A second event occurred at a Dialysis clinic in Rio de Janeiro, Brazil in 2001. A survey identified a microcystin concentration 0.32 ug/L in the activated carbon filter used as an intermediate treatment step to prepare dialysate, and a concentration of 0.4 ug/L was measured in the source water (Hilborn et al., 2013). Out of 44 dialysis patients potentially exposed, 12 were followed up for a period of 8 weeks as they were found to have detectable serum concentrations of microcystins. The median serum concentration in these patients was 0.33 ng/mL. Levels of AST, ALT, gamma-glutamyltransferase (GGT), ALP and bilirubin exceeding their reference ranges were frequently observed throughout the 8 weeks. These were considered consistent with mild to moderate liver injury. In addition, decreased prothrombin time was statistically significantly associated with increased serum microcystin concentration.

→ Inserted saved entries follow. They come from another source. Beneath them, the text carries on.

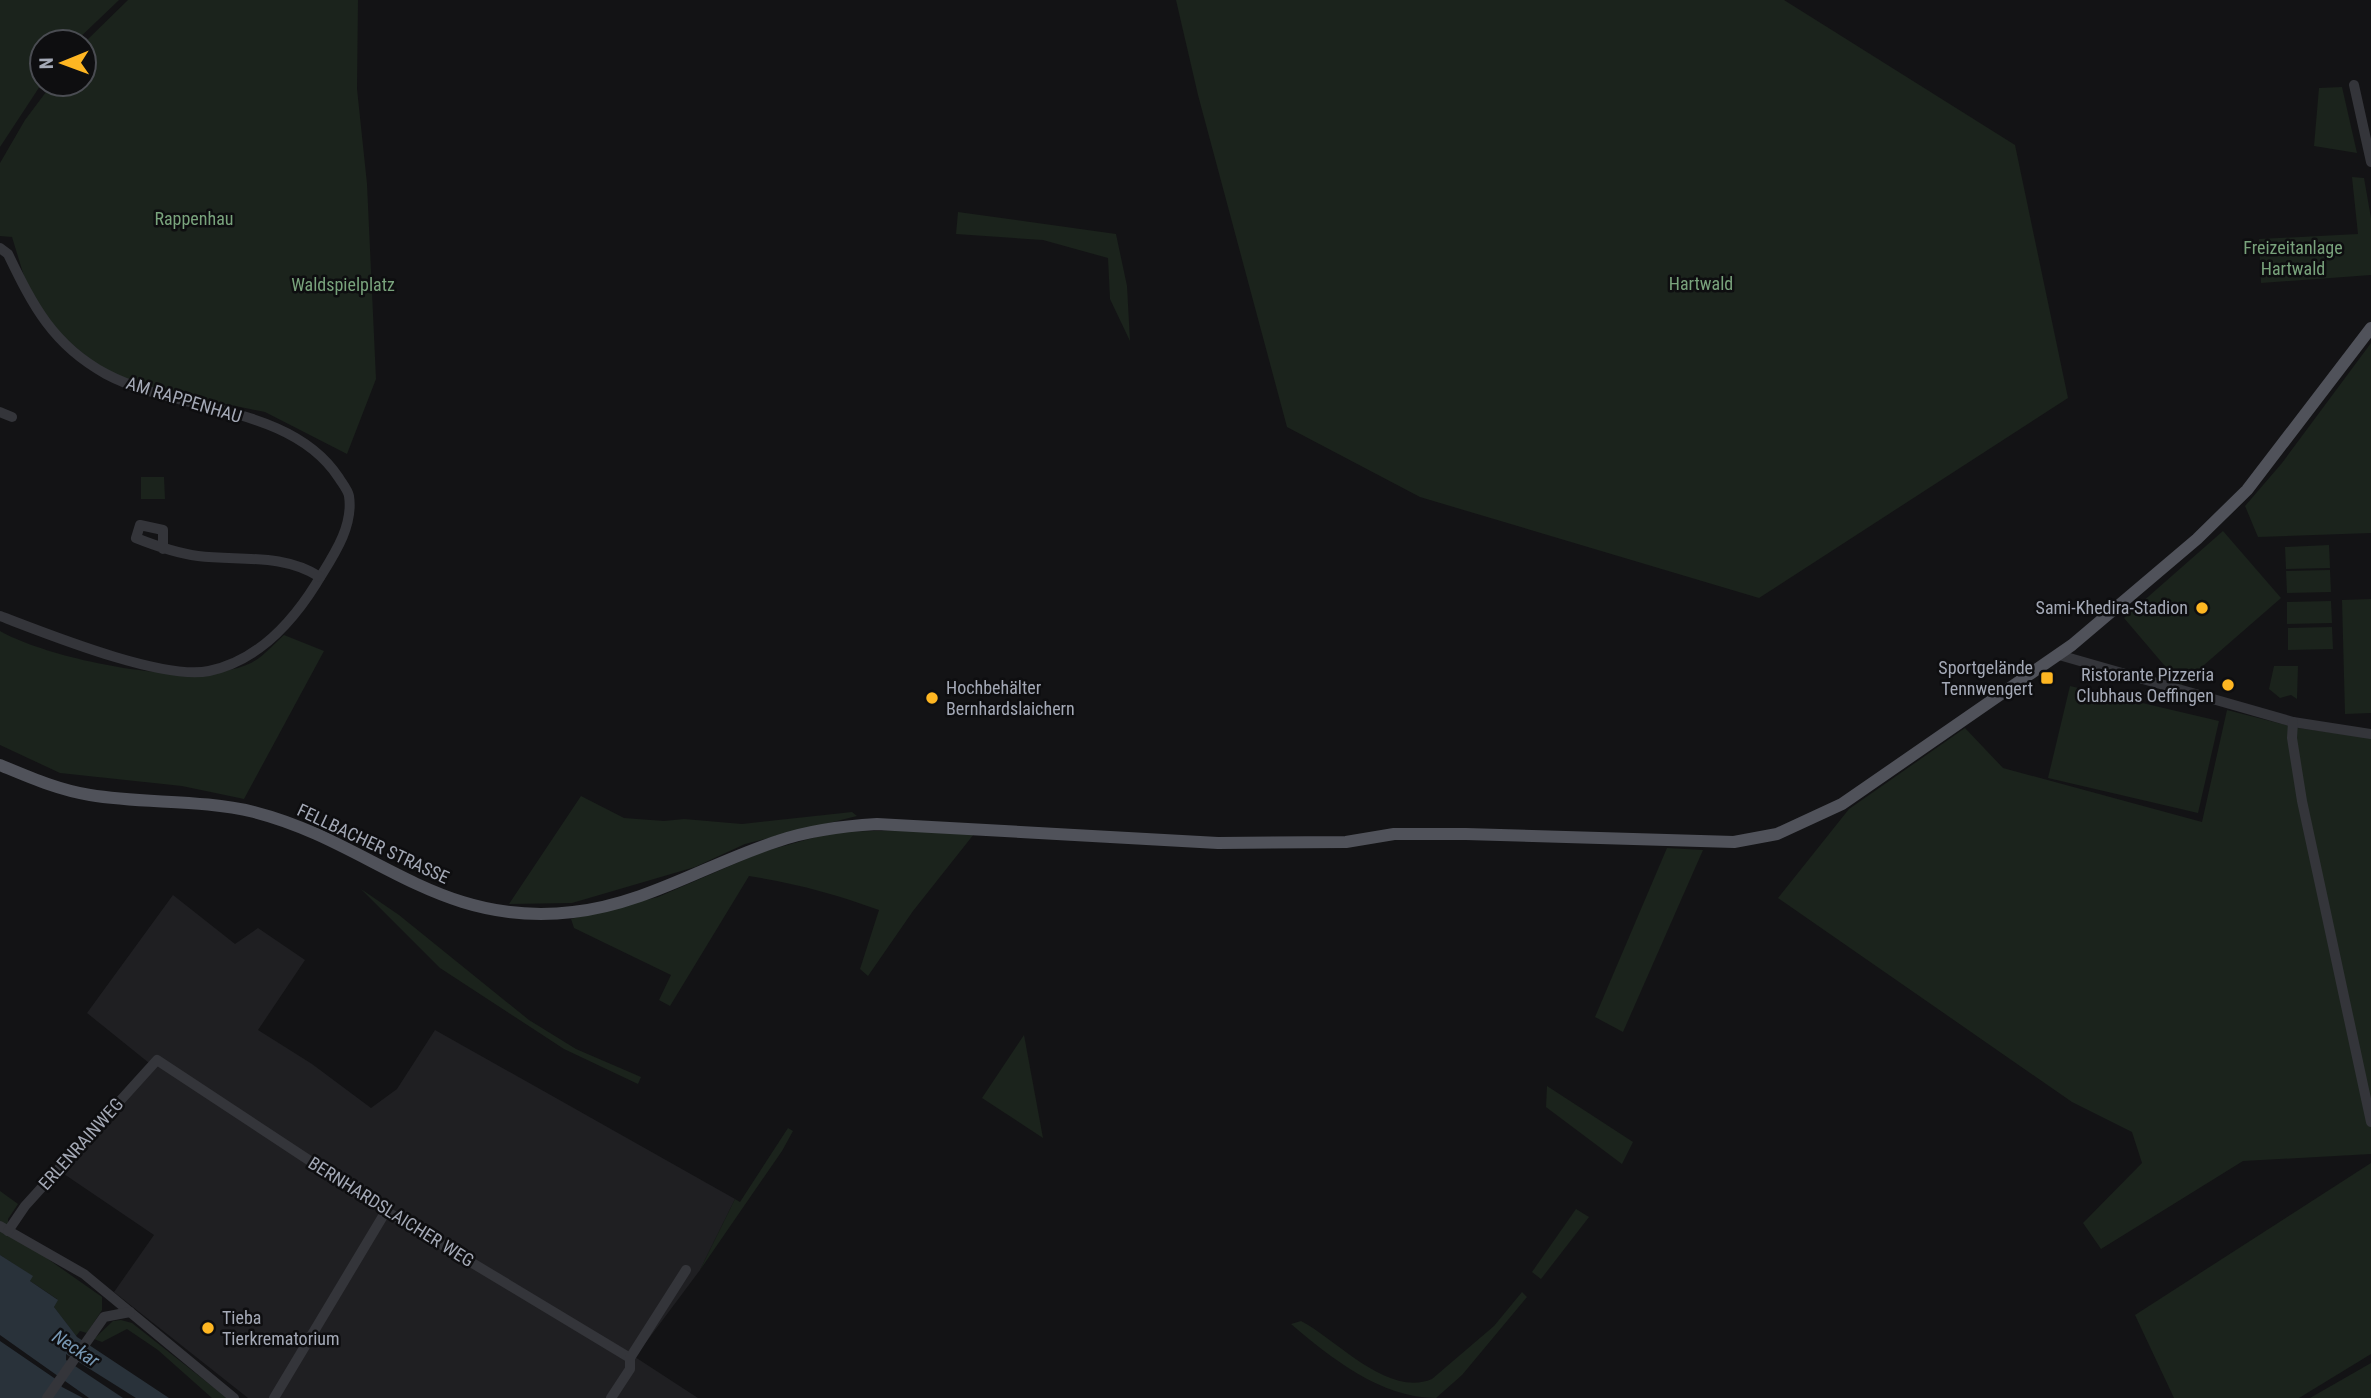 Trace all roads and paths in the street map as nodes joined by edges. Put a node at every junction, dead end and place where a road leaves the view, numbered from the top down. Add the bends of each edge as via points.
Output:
1 (2354, 85) dead end
2 (2371, 162) edge
3 (0, 247) edge
4 (2371, 328) edge
5 (0, 412) edge
6 (12, 417) dead end
7 (163, 549) dead end
8 (320, 577) junction
9 (0, 616) edge
10 (2059, 655) junction
11 (2293, 722) junction
12 (2371, 734) edge
13 (0, 765) edge
14 (156, 1060) joint
15 (2371, 1122) edge
16 (386, 1211) junction
17 (4, 1229) edge
18 (686, 1270) dead end
19 (130, 1312) junction
20 (629, 1358) junction
21 (47, 1398) edge
22 (234, 1398) edge
23 (274, 1398) edge
24 (611, 1398) edge

1 - 2 street
3 - 8 street, AM RAPPENHAU via 48,328 87,362 133,387 288,433 333,469 349,495 348,516 339,547
4 - 10 main road, FELLBACHER STRASSE via 2247,490 2197,539
5 - 6 street
7 - 8 street via 286,562
8 - 9 street, AM RAPPENHAU via 298,613 252,655 207,672 151,667
10 - 11 street
10 - 13 main road, FELLBACHER STRASSE via 1842,804 1787,830 1734,842 1394,834 1346,842 1218,843 900,824 827,828 762,846 630,900 587,910 531,914 497,912 433,894 324,839 254,812 90,795 38,782
11 - 12 street
11 - 15 street via 2302,801
14 - 16 street, BERNHARDSLAICHER WEG
14 - 17 street, ERLENRAINWEG
16 - 20 street, BERNHARDSLAICHER WEG
16 - 23 street
17 - 19 street via 84,1275
18 - 20 street
19 - 21 street via 104,1317
19 - 22 street
20 - 24 street via 629,1368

During the early part of 1981, the reservoir supplying water to the Armidale region of Australia was affected by a large bloom of Microcystis aeruginosa, a cyanobacteria which produces microcystins, which was treated by the addition of copper sulphate to the water supply. Clinical and plasma enzyme data were collected from all patients treated at the regional hospital for three time periods: a five week period before the first signs of the bloom appeared, the two week period after copper sulphate treatment and a final five week period. The results were also compared between residents of Armidale receiving water from the affected source and those outside the city and in neighbouring towns who had independent water sources.
Analysis of variance showed a statistically significantly higher GGT level during the two-week period of the bloom, only in Armidale residents. ALT also appeared to show an increase in activity in samples from Armidale residents compared with residents with other water sources, but this did not reach statistical significance. The authors concluded that the evidence indicated an increase in liver damage among the population of Armidale during the period of a bloom (Falconer et al., 1993). No exposure data are available from this study.